> Exercise description:
Copy every entry exactly as it reads and exclude whatever pictures appear.

> Data supplied:
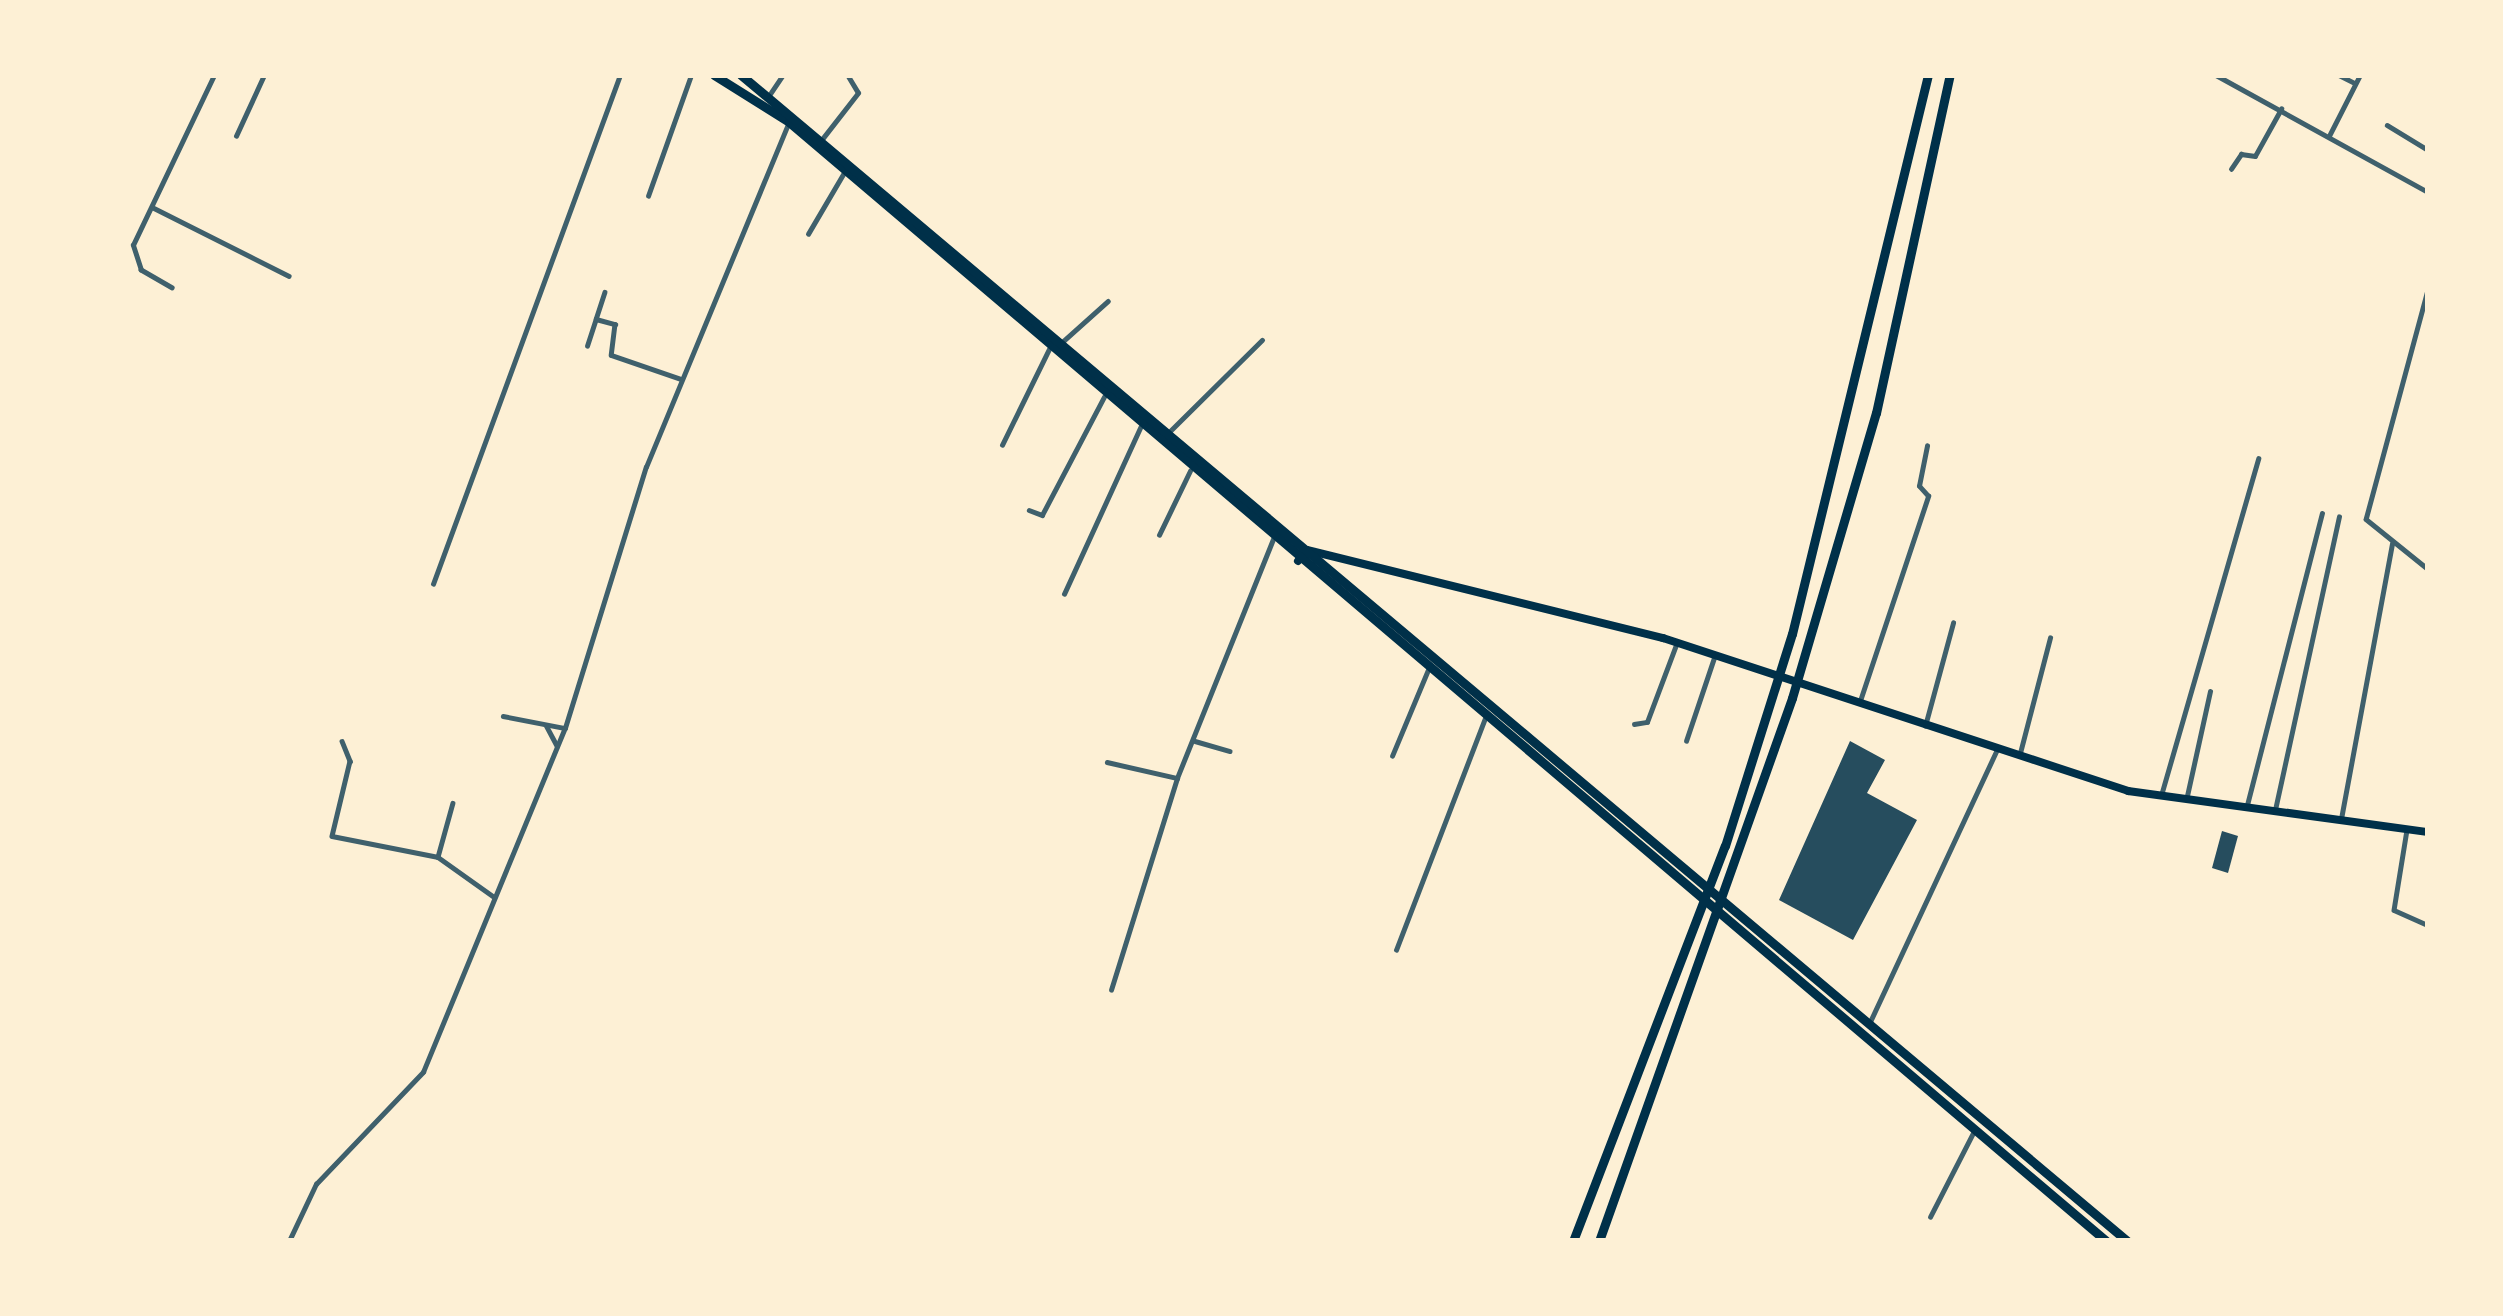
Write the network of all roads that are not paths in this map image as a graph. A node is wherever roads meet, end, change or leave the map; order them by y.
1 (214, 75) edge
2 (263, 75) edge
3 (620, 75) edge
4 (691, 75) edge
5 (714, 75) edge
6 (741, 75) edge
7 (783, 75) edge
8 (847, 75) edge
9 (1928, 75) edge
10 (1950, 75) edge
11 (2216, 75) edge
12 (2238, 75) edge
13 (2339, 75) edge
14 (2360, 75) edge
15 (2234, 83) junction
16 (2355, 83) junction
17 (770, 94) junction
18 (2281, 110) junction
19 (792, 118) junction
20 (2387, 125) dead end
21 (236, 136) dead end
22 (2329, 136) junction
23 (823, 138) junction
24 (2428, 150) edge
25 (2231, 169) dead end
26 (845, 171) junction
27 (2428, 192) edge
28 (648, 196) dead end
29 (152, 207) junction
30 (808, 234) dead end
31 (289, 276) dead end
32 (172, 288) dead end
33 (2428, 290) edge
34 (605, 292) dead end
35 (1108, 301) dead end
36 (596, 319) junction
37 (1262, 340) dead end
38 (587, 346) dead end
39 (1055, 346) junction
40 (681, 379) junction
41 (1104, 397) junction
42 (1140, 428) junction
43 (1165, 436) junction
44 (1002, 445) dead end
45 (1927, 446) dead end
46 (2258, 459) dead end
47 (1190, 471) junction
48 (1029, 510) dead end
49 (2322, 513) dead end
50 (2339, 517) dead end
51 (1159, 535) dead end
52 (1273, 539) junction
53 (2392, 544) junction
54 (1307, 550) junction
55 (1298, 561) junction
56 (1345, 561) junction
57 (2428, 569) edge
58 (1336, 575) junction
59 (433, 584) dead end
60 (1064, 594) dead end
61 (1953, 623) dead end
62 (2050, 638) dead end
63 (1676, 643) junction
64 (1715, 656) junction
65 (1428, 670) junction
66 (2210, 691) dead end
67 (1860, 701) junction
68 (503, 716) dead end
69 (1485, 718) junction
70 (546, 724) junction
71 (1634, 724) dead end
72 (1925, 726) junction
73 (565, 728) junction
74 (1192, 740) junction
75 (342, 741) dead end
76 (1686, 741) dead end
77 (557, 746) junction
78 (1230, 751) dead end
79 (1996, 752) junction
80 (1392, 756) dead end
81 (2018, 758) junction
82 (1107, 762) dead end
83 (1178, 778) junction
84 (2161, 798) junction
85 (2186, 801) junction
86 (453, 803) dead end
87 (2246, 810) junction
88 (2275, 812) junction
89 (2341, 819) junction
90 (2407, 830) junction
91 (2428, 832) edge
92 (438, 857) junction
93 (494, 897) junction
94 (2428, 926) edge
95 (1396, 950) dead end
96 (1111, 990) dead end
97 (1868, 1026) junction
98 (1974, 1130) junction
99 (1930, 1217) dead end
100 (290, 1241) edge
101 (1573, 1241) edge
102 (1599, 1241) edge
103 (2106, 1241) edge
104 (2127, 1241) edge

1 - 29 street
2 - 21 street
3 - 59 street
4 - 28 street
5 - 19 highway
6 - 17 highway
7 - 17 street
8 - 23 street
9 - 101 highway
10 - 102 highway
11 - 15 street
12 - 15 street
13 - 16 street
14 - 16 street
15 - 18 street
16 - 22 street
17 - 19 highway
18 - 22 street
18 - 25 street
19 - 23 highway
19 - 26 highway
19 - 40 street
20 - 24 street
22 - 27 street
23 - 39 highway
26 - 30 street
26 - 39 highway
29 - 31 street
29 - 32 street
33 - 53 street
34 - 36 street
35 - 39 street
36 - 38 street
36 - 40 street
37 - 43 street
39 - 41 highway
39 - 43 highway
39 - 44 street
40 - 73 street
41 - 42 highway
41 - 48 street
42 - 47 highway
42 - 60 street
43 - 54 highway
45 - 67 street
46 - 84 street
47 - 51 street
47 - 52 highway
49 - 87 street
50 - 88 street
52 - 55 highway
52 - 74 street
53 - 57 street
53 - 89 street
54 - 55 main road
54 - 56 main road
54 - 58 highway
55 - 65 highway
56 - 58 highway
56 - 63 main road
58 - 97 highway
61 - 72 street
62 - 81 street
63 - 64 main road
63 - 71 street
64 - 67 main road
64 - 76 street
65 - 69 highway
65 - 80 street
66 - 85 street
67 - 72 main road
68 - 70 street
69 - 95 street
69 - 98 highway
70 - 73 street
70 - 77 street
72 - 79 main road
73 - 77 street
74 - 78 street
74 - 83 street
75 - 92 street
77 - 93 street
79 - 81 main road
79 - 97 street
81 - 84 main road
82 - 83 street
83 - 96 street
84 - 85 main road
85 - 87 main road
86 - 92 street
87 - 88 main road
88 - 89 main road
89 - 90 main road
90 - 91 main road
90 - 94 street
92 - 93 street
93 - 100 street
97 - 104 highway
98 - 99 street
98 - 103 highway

> Answer space:
Write the network of all roads that are not paths in this map image as a graph. A node is wherever roads meet, end, change or leave the map; order them by y.
1 (214, 75) edge
2 (263, 75) edge
3 (620, 75) edge
4 (691, 75) edge
5 (714, 75) edge
6 (741, 75) edge
7 (783, 75) edge
8 (847, 75) edge
9 (1928, 75) edge
10 (1950, 75) edge
11 (2216, 75) edge
12 (2238, 75) edge
13 (2339, 75) edge
14 (2360, 75) edge
15 (2234, 83) junction
16 (2355, 83) junction
17 (770, 94) junction
18 (2281, 110) junction
19 (792, 118) junction
20 (2387, 125) dead end
21 (236, 136) dead end
22 (2329, 136) junction
23 (823, 138) junction
24 (2428, 150) edge
25 (2231, 169) dead end
26 (845, 171) junction
27 (2428, 192) edge
28 (648, 196) dead end
29 (152, 207) junction
30 (808, 234) dead end
31 (289, 276) dead end
32 (172, 288) dead end
33 (2428, 290) edge
34 (605, 292) dead end
35 (1108, 301) dead end
36 (596, 319) junction
37 (1262, 340) dead end
38 (587, 346) dead end
39 (1055, 346) junction
40 (681, 379) junction
41 (1104, 397) junction
42 (1140, 428) junction
43 (1165, 436) junction
44 (1002, 445) dead end
45 (1927, 446) dead end
46 (2258, 459) dead end
47 (1190, 471) junction
48 (1029, 510) dead end
49 (2322, 513) dead end
50 (2339, 517) dead end
51 (1159, 535) dead end
52 (1273, 539) junction
53 (2392, 544) junction
54 (1307, 550) junction
55 (1298, 561) junction
56 (1345, 561) junction
57 (2428, 569) edge
58 (1336, 575) junction
59 (433, 584) dead end
60 (1064, 594) dead end
61 (1953, 623) dead end
62 (2050, 638) dead end
63 (1676, 643) junction
64 (1715, 656) junction
65 (1428, 670) junction
66 (2210, 691) dead end
67 (1860, 701) junction
68 (503, 716) dead end
69 (1485, 718) junction
70 (546, 724) junction
71 (1634, 724) dead end
72 (1925, 726) junction
73 (565, 728) junction
74 (1192, 740) junction
75 (342, 741) dead end
76 (1686, 741) dead end
77 (557, 746) junction
78 (1230, 751) dead end
79 (1996, 752) junction
80 (1392, 756) dead end
81 (2018, 758) junction
82 (1107, 762) dead end
83 (1178, 778) junction
84 (2161, 798) junction
85 (2186, 801) junction
86 (453, 803) dead end
87 (2246, 810) junction
88 (2275, 812) junction
89 (2341, 819) junction
90 (2407, 830) junction
91 (2428, 832) edge
92 (438, 857) junction
93 (494, 897) junction
94 (2428, 926) edge
95 (1396, 950) dead end
96 (1111, 990) dead end
97 (1868, 1026) junction
98 (1974, 1130) junction
99 (1930, 1217) dead end
100 (290, 1241) edge
101 (1573, 1241) edge
102 (1599, 1241) edge
103 (2106, 1241) edge
104 (2127, 1241) edge

1 - 29 street
2 - 21 street
3 - 59 street
4 - 28 street
5 - 19 highway
6 - 17 highway
7 - 17 street
8 - 23 street
9 - 101 highway
10 - 102 highway
11 - 15 street
12 - 15 street
13 - 16 street
14 - 16 street
15 - 18 street
16 - 22 street
17 - 19 highway
18 - 22 street
18 - 25 street
19 - 23 highway
19 - 26 highway
19 - 40 street
20 - 24 street
22 - 27 street
23 - 39 highway
26 - 30 street
26 - 39 highway
29 - 31 street
29 - 32 street
33 - 53 street
34 - 36 street
35 - 39 street
36 - 38 street
36 - 40 street
37 - 43 street
39 - 41 highway
39 - 43 highway
39 - 44 street
40 - 73 street
41 - 42 highway
41 - 48 street
42 - 47 highway
42 - 60 street
43 - 54 highway
45 - 67 street
46 - 84 street
47 - 51 street
47 - 52 highway
49 - 87 street
50 - 88 street
52 - 55 highway
52 - 74 street
53 - 57 street
53 - 89 street
54 - 55 main road
54 - 56 main road
54 - 58 highway
55 - 65 highway
56 - 58 highway
56 - 63 main road
58 - 97 highway
61 - 72 street
62 - 81 street
63 - 64 main road
63 - 71 street
64 - 67 main road
64 - 76 street
65 - 69 highway
65 - 80 street
66 - 85 street
67 - 72 main road
68 - 70 street
69 - 95 street
69 - 98 highway
70 - 73 street
70 - 77 street
72 - 79 main road
73 - 77 street
74 - 78 street
74 - 83 street
75 - 92 street
77 - 93 street
79 - 81 main road
79 - 97 street
81 - 84 main road
82 - 83 street
83 - 96 street
84 - 85 main road
85 - 87 main road
86 - 92 street
87 - 88 main road
88 - 89 main road
89 - 90 main road
90 - 91 main road
90 - 94 street
92 - 93 street
93 - 100 street
97 - 104 highway
98 - 99 street
98 - 103 highway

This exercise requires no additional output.